Phineas chose to live in a luxurious apartment within the hub of New York City. It was purely for convenience. He wasn't necessarily the reclusive sort that desired to stay out his days in New England or other countryside retreats. Manhattan Island was young and thriving, full of interesting peoples from vivid cultures, and he didn't have to sail the world over to discover them.
Although Phineas was adept at his hereditary profession, and excelled in athletics and music, he discovered he possessed a knack for invention. He indulged himself in building what others found to be nonsensical gadgets. He often impressed his classmates and professors at the elite and fledgling Voyager Academy. With just himself and his vast, inherited fortune to guide him through life, Phineas never denied his whims, nor would he back out of a challenge. He had never heard of Voyager Academy until the headmaster, Professor Gerald C. Garth, approached him four years ago.
It was an odd school of choice for his training. The courses were dynamic, though a few were tedious and difficult to comprehend. Their focus lay on world historical studies, science, and physics. There were peculiar classes on cultural mores and ethics, and exciting ones that involved self-defense strategies and weaponry. Phineas learned things far beyond what was taught at any other academy. The most intriguing aspect was that every student was sworn to secrecy as to his or her studies and nearly all of them had similar life circumstances. They were alone in the world, unmarried, childless, and their families gone astray or dead. The first graduating class was small, merely fifty students. Phineas was awestruck that amongst the students and professional staff were people of color and other nationalities, and there were a number of females.

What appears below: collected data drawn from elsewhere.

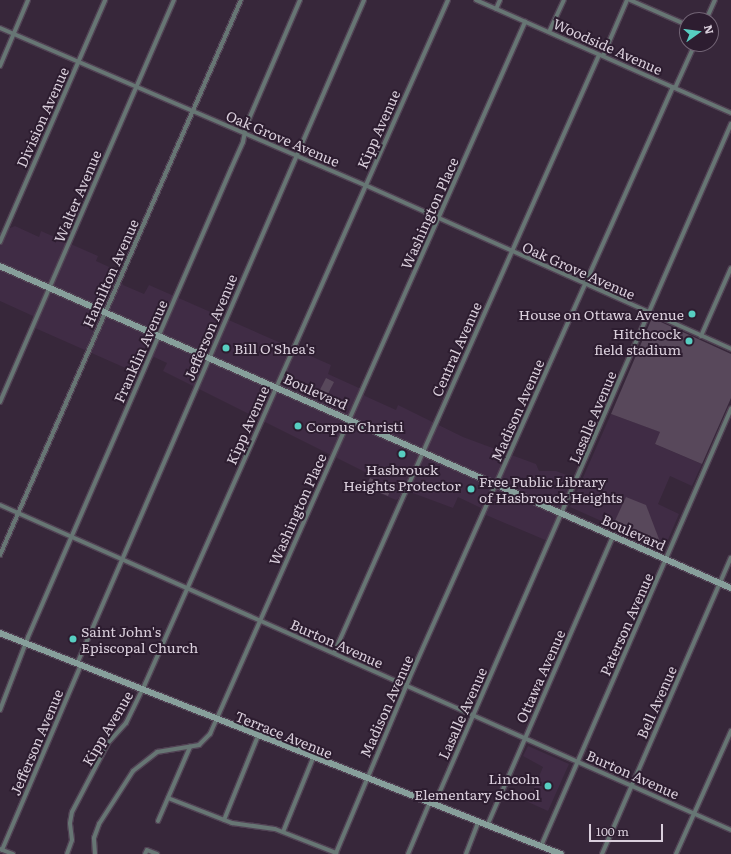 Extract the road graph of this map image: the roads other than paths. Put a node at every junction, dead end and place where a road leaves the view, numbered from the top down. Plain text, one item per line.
1 (28, 0) edge
2 (105, 0) edge
3 (174, 0) edge
4 (240, 0) edge
5 (300, 0) edge
6 (364, 0) edge
7 (448, 0) edge
8 (476, 0) edge
9 (500, 0) edge
10 (564, 0) edge
11 (627, 0) edge
12 (630, 0) edge
13 (715, 0) edge
14 (496, 9) junction
15 (710, 12) edge
16 (679, 21) edge
17 (526, 22) junction
18 (0, 28) edge
19 (549, 32) junction
20 (14, 34) junction
21 (691, 52) edge
22 (601, 55) junction
23 (78, 62) junction
24 (0, 66) edge
25 (136, 87) junction
26 (674, 88) junction
27 (193, 111) junction
28 (731, 113) edge
29 (731, 124) edge
30 (245, 134) junction
31 (297, 156) junction
32 (365, 185) junction
33 (438, 219) junction
34 (0, 242) edge
35 (511, 252) junction
36 (0, 266) edge
37 (731, 268) edge
38 (586, 285) junction
39 (49, 288) junction
40 (105, 312) junction
41 (649, 313) junction
42 (159, 336) junction
43 (701, 336) junction
44 (731, 349) edge
45 (209, 357) junction
46 (277, 386) junction
47 (0, 402) edge
48 (731, 409) edge
49 (350, 419) junction
50 (423, 451) junction
51 (496, 484) junction
52 (0, 505) edge
53 (18, 513) junction
54 (562, 513) junction
55 (613, 536) junction
56 (72, 537) junction
57 (0, 555) edge
58 (123, 558) junction
59 (731, 558) edge
60 (666, 559) junction
61 (720, 583) junction
62 (731, 588) edge
63 (186, 589) junction
64 (260, 620) junction
65 (0, 633) edge
66 (26, 644) junction
67 (334, 653) junction
68 (79, 664) junction
69 (407, 685) junction
70 (142, 689) junction
71 (0, 710) edge
72 (473, 715) junction
73 (217, 719) junction
74 (731, 731) edge
75 (258, 736) junction
76 (525, 738) junction
77 (190, 747) junction
78 (313, 758) junction
79 (578, 761) junction
80 (366, 779) junction
81 (632, 785) junction
82 (168, 798) junction
83 (431, 805) junction
84 (695, 813) junction
85 (158, 820) dead end
86 (224, 820) junction
87 (478, 823) junction
88 (487, 826) junction
89 (731, 830) edge
90 (283, 832) junction
91 (541, 846) junction
92 (1, 849) edge
93 (146, 852) edge
94 (13, 854) edge
95 (67, 854) edge
96 (95, 854) edge
97 (157, 854) edge
98 (408, 854) edge
99 (466, 854) edge
100 (560, 854) edge
101 (602, 854) edge
102 (676, 854) edge

1 - 20 street
2 - 23 street, Division Avenue
3 - 25 street, Walter Avenue
4 - 27 street, Hamilton Avenue
5 - 30 street, Franklin Avenue
6 - 31 street, Jefferson Avenue
7 - 32 street, Kipp Avenue
8 - 14 street, Woodside Avenue
9 - 14 street
10 - 19 street
11 - 22 street, Central Avenue
12 - 16 street
13 - 15 street
14 - 17 street, Woodside Avenue
17 - 19 street, Woodside Avenue
17 - 33 street, Washington Place
18 - 20 street, Oak Grove Avenue
19 - 22 street, Woodside Avenue
20 - 23 street, Oak Grove Avenue
20 - 24 street
21 - 26 street, Madison Avenue
22 - 26 street, Woodside Avenue
22 - 35 street, Central Avenue
23 - 25 street, Oak Grove Avenue
23 - 34 street, Division Avenue
25 - 27 street, Oak Grove Avenue
25 - 39 street, Walter Avenue
26 - 28 street, Woodside Avenue
26 - 38 street, Madison Avenue
27 - 30 street, Oak Grove Avenue
27 - 40 street, Hamilton Avenue
29 - 41 street, Lasalle Avenue
30 - 31 street, Oak Grove Avenue
30 - 42 street, Franklin Avenue
31 - 32 street, Oak Grove Avenue
31 - 45 street, Jefferson Avenue
32 - 33 street, Oak Grove Avenue
32 - 46 street, Kipp Avenue
33 - 35 street, Oak Grove Avenue
33 - 49 street, Washington Place
35 - 38 street, Oak Grove Avenue
35 - 50 street, Central Avenue
36 - 39 street, Boulevard
37 - 43 street
38 - 41 street, Oak Grove Avenue
38 - 51 street, Madison Avenue
39 - 40 street, Boulevard
39 - 47 street, Walter Avenue
40 - 42 street, Boulevard
40 - 53 street, Hamilton Avenue
41 - 43 street, Oak Grove Avenue
41 - 54 street, Lasalle Avenue
42 - 45 street, Boulevard
42 - 56 street, Franklin Avenue
43 - 44 street, Oak Grove Avenue
45 - 46 street, Boulevard
45 - 58 street, Jefferson Avenue
46 - 49 street, Boulevard
46 - 63 street, Kipp Avenue
48 - 60 street, Paterson Avenue
49 - 50 street, Boulevard
49 - 64 street, Washington Place
50 - 51 street, Boulevard
50 - 67 street, Central Avenue
51 - 54 street, Boulevard
51 - 69 street, Madison Avenue
52 - 53 street, Burton Avenue
53 - 56 street, Burton Avenue
53 - 57 street, Hamilton Avenue
54 - 55 street, Boulevard
54 - 72 street, Lasalle Avenue
55 - 60 street, Boulevard
55 - 76 street, Ottawa Avenue
56 - 58 street, Burton Avenue
56 - 66 street, Franklin Avenue
58 - 63 street, Burton Avenue
58 - 68 street, Jefferson Avenue
59 - 61 street, Bell Avenue
60 - 61 street, Boulevard
60 - 79 street, Paterson Avenue
61 - 62 street, Boulevard
61 - 81 street, Bell Avenue
63 - 64 street, Burton Avenue
63 - 70 street, Kipp Avenue
64 - 67 street, Burton Avenue
64 - 73 street, Washington Place
65 - 66 street, Terrace Avenue
66 - 68 street, Terrace Avenue
66 - 71 street, Franklin Avenue
67 - 69 street, Burton Avenue
68 - 70 street, Terrace Avenue
68 - 92 street, Jefferson Avenue
69 - 72 street, Burton Avenue
69 - 80 street, Madison Avenue
70 - 73 street, Terrace Avenue
70 - 95 street, Kipp Avenue
72 - 76 street, Burton Avenue
72 - 83 street, Lasalle Avenue
73 - 75 street, Terrace Avenue
73 - 77 street, Washington Place
74 - 84 street
75 - 78 street, Terrace Avenue
75 - 86 street
76 - 79 street, Burton Avenue
76 - 88 street, Ottawa Avenue
77 - 82 street
77 - 96 street, Washington Place
78 - 80 street, Terrace Avenue
78 - 90 street
79 - 81 street, Burton Avenue
79 - 91 street, Paterson Avenue
80 - 83 street, Terrace Avenue
80 - 90 street, Madison Avenue
81 - 84 street, Burton Avenue
81 - 101 street, Bell Avenue
82 - 85 street
82 - 86 street
83 - 87 street, Terrace Avenue
83 - 98 street, Lasalle Avenue
84 - 89 street, Burton Avenue
84 - 102 street
86 - 90 street
87 - 88 street, Terrace Avenue
87 - 99 street
88 - 91 street, Terrace Avenue
91 - 100 street, Terrace Avenue
92 - 94 street
93 - 97 street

Phineas enjoyed the company and attention of the female students. Though attracted to her, his patience was sorely tested with the brazenly competitive and tomboyish Olivia Dunne. He was later captivated with the mysterious and elegant Susan Beaudreau. He often suspected both were endeared to him. But he was sternly reminded of one specific rule. There was to be no courtships between classmates, or fellow Voyagers, as the student body was called.
The lessons at Voyager Academy were too intense to have the student's hearts and minds aflutter with dreams of romance. This prickled Phineas' nerves, but he soon understood their reasoning when his coursework interfered with nearly every aspect of his personal life. Any irritating and addictive habits a student posessed had to be quenched within the first three months, or else they faced expulsion. Phineas had only known one student who was kicked out, Dante Danior Drake III.
Phineas could only imagine Drake was the third in a long line of cheats and vile men. He had caught Drake cheating on his final exams, but chose not to be a tattletale. However he couldn't resist spreading a humorous rumor when he found out that 'Danior' meant 'born with teeth.' By the time Drake was expelled, nearly all the students were calling him 'chops.' He didn't know why Drake was removed from the academy and dared not to ask, but the story went that he had stolen a very valuable tool from the academy science labs.
Those chosen for Voyager Academy had a specific calling, and needed to put personal differences and preferences aside. There was no bigotry among his professors and all were treated as equals. Students who failed to accept this credo were expelled. Phineas was often told by his professors that he was the least discriminatory young man they had ever met.
Phineas took pause from his work to down a glass of cool water and finish off the vegetable soup and half of the thick meat and cheese sandwich his maid had left for dinner. He decided not to eat heavy meals when he worked, it would spoil his concentration and make him drowsy. Phineas glanced at the black, leather-bound journal beside him. The winds had blown it closed and he opened it to the section he needed. The thin, gold-rimmed pages were fluffy from use and the ink was worn and smudged with his fingerprints.
The guidebook never left his person. Neighbors had begun to view Phineas as eccentric when they spied him strolling through the streets in scruffy, pirate style clothes with a fountain pen in hand. He was was always intensely occupied in the book's contents. They were filled with Academic and personal notes, sketches, and calculations. It contained over two year's worth of engineering and scientific research that had enhanced his intelligence and understanding of his very important endeavor as a future Voyager.
On the exterior, the book resembled a bible, with a large 'V' etched in gold and his name embossed in elegant lettering across the bottom right corner. This was his personal guidebook; presented to him upon his graduation from the Voyager Academy. Phineas begged to be given this specific invention assignment. It was a fantastic notion his professors had, but after applying himself to his courses, Phineas realized its critical significance and the Academy's ultimate goals.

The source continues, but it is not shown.